- Born: Jesse James Wood 30 October 1976 (age 49) Malibu, California, U.S.
- Origin: London, England
- Genres: Alternative rock, electronic rock, indie rock
- Occupations: Musician, songwriter
- Instruments: Guitar, bass guitar
- Years active: 1988–present
- Labels: Dissention Records, Artist Management
- Formerly of: RedRacer, Reef, The Leah Wood Band, Glyda, The Ronnie Wood Band, Willis and Willing, The Black Swan Effect
- Spouse(s): Tilly Wood ​ ​(m. 2003, divorced)​ Fearne Cotton ​ ​(m. 2014; sep. 2024)​

= Jesse Wood =

American-born British musician (born 1976)

Jesse James Wood (born 30 October 1976) is an American-born British musician. He plays guitar and bass guitar.

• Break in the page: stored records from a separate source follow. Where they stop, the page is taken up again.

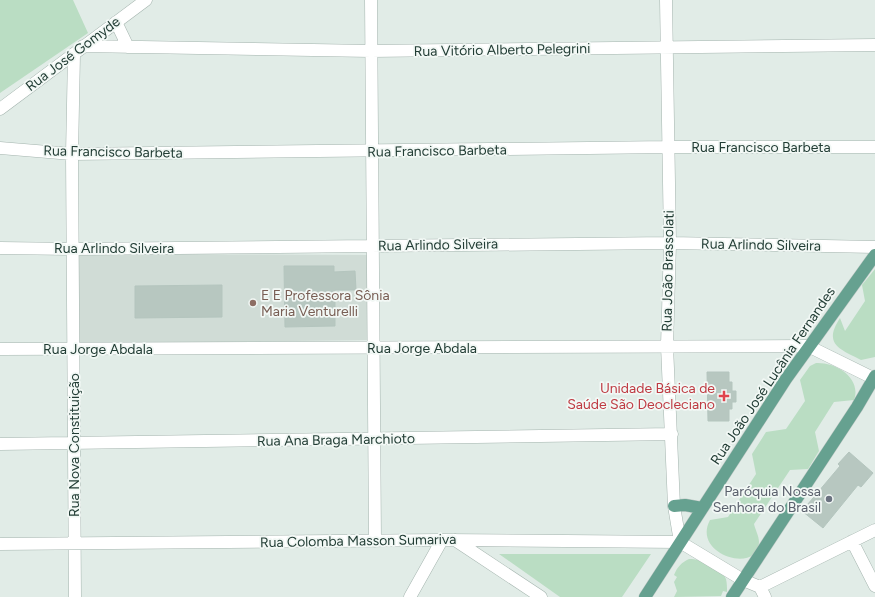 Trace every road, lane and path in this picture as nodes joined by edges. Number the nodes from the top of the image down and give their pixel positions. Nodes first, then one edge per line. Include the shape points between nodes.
1 (146, 0) edge
2 (371, 0) edge
3 (666, 0) edge
4 (116, 22) junction
5 (875, 45) edge
6 (83, 46) junction
7 (128, 47) junction
8 (667, 47) junction
9 (371, 51) junction
10 (74, 54) junction
11 (0, 109) edge
12 (669, 147) junction
13 (875, 147) edge
14 (0, 148) edge
15 (372, 152) junction
16 (72, 154) junction
17 (670, 243) junction
18 (372, 246) junction
19 (875, 247) edge
20 (0, 248) edge
21 (73, 249) junction
22 (875, 255) edge
23 (667, 346) junction
24 (808, 346) junction
25 (373, 348) junction
26 (0, 349) edge
27 (73, 349) junction
28 (875, 377) edge
29 (672, 434) junction
30 (374, 439) junction
31 (0, 444) edge
32 (74, 444) junction
33 (674, 506) junction
34 (702, 508) junction
35 (875, 530) edge
36 (442, 540) junction
37 (455, 540) junction
38 (375, 541) junction
39 (680, 542) junction
40 (852, 542) junction
41 (0, 544) edge
42 (75, 544) junction
43 (743, 580) junction
44 (875, 586) edge
45 (762, 592) edge
46 (535, 595) edge
47 (75, 597) edge
48 (410, 597) edge
49 (645, 597) edge
50 (732, 597) edge

1 - 4 street, Rua José Gomyde
2 - 9 street
3 - 8 street, Rua João Brassolati
4 - 6 street, Rua José Gomyde
4 - 7 street
5 - 8 street, Rua Vitório Alberto Pelegrini
6 - 7 street, Rua Vitório Alberto Pelegrini
6 - 10 street, Rua José Gomyde
7 - 9 street, Rua Vitório Alberto Pelegrini
8 - 9 street, Rua Vitório Alberto Pelegrini
8 - 12 street, Rua João Brassolati
9 - 15 street
10 - 11 street, Rua José Gomyde
10 - 16 street, Rua Nova Constituição
12 - 13 street, Rua Francisco Barbeta
12 - 15 street, Rua Francisco Barbeta
12 - 17 street, Rua João Brassolati
14 - 16 street, Rua Francisco Barbeta
15 - 16 street, Rua Francisco Barbeta
15 - 18 street
16 - 21 street, Rua Nova Constituição
17 - 18 street, Rua Arlindo Silveira
17 - 19 street, Rua Arlindo Silveira
17 - 23 street, Rua João Brassolati
18 - 21 street, Rua Arlindo Silveira
18 - 25 street
20 - 21 street, Rua Arlindo Silveira
21 - 27 street, Rua Nova Constituição
22 - 24 main road, Rua João José Lucânia Fernandes
23 - 24 street, Rua Jorge Abdala
23 - 25 street, Rua Jorge Abdala
23 - 29 street, Rua João Brassolati
24 - 28 street, Rua Jorge Abdala
24 - 34 main road, Rua João José Lucânia Fernandes
25 - 27 street, Rua Jorge Abdala
25 - 30 street
26 - 27 street, Rua Jorge Abdala
27 - 32 street, Rua Nova Constituição
28 - 43 main road
29 - 30 street, Rua Ana Braga Marchioto
29 - 33 street, Rua João Brassolati
30 - 32 street, Rua Ana Braga Marchioto
30 - 38 street
31 - 32 street, Rua Ana Braga Marchioto
32 - 42 street, Rua Nova Constituição
33 - 34 main road
33 - 39 street, Rua João Brassolati
34 - 39 main road, Rua João José Lucânia Fernandes
35 - 40 street
36 - 37 street, Rua Colomba Masson Sumariva
36 - 38 street, Rua Colomba Masson Sumariva
36 - 48 street
37 - 39 street, Rua Colomba Masson Sumariva
37 - 46 street
38 - 42 street, Rua Colomba Masson Sumariva
39 - 43 street
39 - 49 main road, Rua João José Lucânia Fernandes
40 - 44 street
40 - 45 street
41 - 42 street, Rua Colomba Masson Sumariva
42 - 47 street, Rua Nova Constituição
43 - 45 street
43 - 50 main road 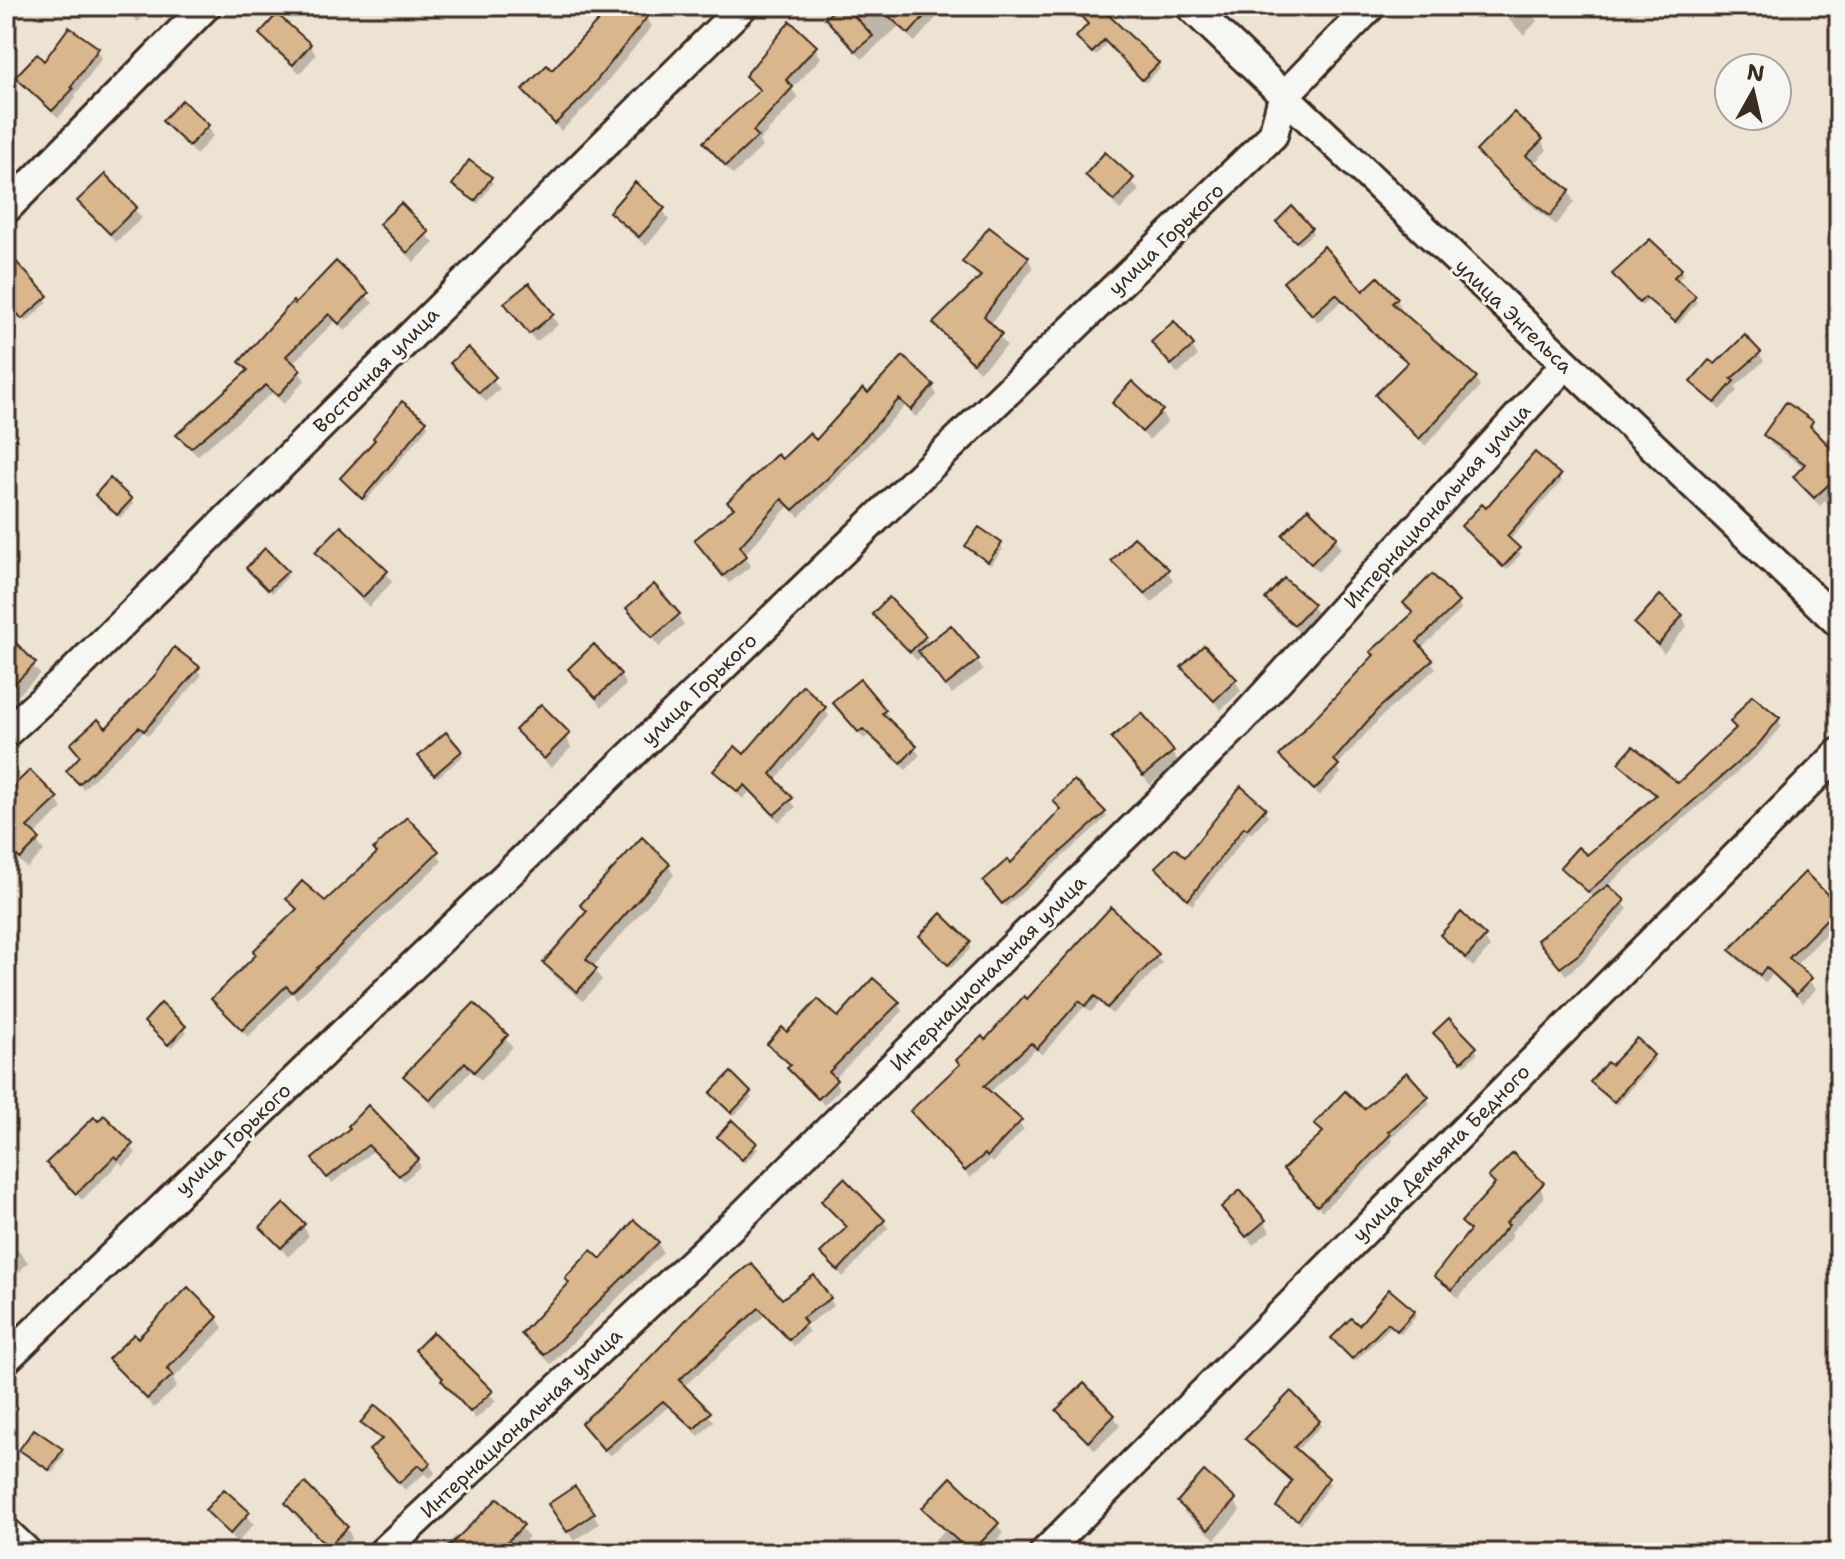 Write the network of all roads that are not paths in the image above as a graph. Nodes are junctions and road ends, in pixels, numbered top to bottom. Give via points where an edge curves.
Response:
1 (206, 6) edge
2 (743, 6) edge
3 (1190, 6) edge
4 (1371, 6) edge
5 (1283, 97) junction
6 (6, 209) edge
7 (1565, 365) junction
8 (1839, 623) edge
9 (6, 733) edge
10 (1839, 753) edge
11 (6, 1359) edge
12 (6, 1532) edge
13 (28, 1553) edge
14 (382, 1553) edge
15 (1044, 1553) edge

1 - 6 street
2 - 9 street, Восточная улица
3 - 5 street, улица Энгельса
4 - 5 street, улица Горького
5 - 7 street, улица Энгельса
5 - 11 street, улица Горького via 1273,135
7 - 8 street, улица Энгельса
7 - 14 street, Интернациональная улица via 1239,723 744,1214
10 - 15 street, улица Демьяна Бедного
12 - 13 street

Wood is the son of The Rolling Stones musician Ronnie Wood and Krissy Findlay, who died of an accidental drug overdose in June 2005. He attended King's House School and Ibstock Place School in Roehampton, south-west London.

Wood has previously played with Glyda, The Leah Wood Band, The Ronnie Wood Band, Wills and the Willing, HOGG, and The Black Swan Effect. He joined the band Carbon/Silicon in June 2010. In 2014, Wood joined two friends, John Hogg and Sean Genockey, in the band RedRacer. He joined Reef in April 2014.

Wood is also a model. His work includes a Yohji Yamamoto fragrance campaign and Liam Gallagher's Pretty Green clothing label. In December 2014, Wood was featured in British GQ "My Style" page.

Wood has been married twice. He has two children from his first marriage to Tilly Wood, whom he married in 2003.

Wood began dating TV presenter Fearne Cotton in 2011. On 21 February 2013, Cotton gave birth to a son. The couple were engaged in December that year and married on 4 July 2014. On 9 September 2015 it was announced that Cotton had given birth to their daughter. On 13 December 2024, Cotton announced she and Wood were separating.

He lives in Richmond, London.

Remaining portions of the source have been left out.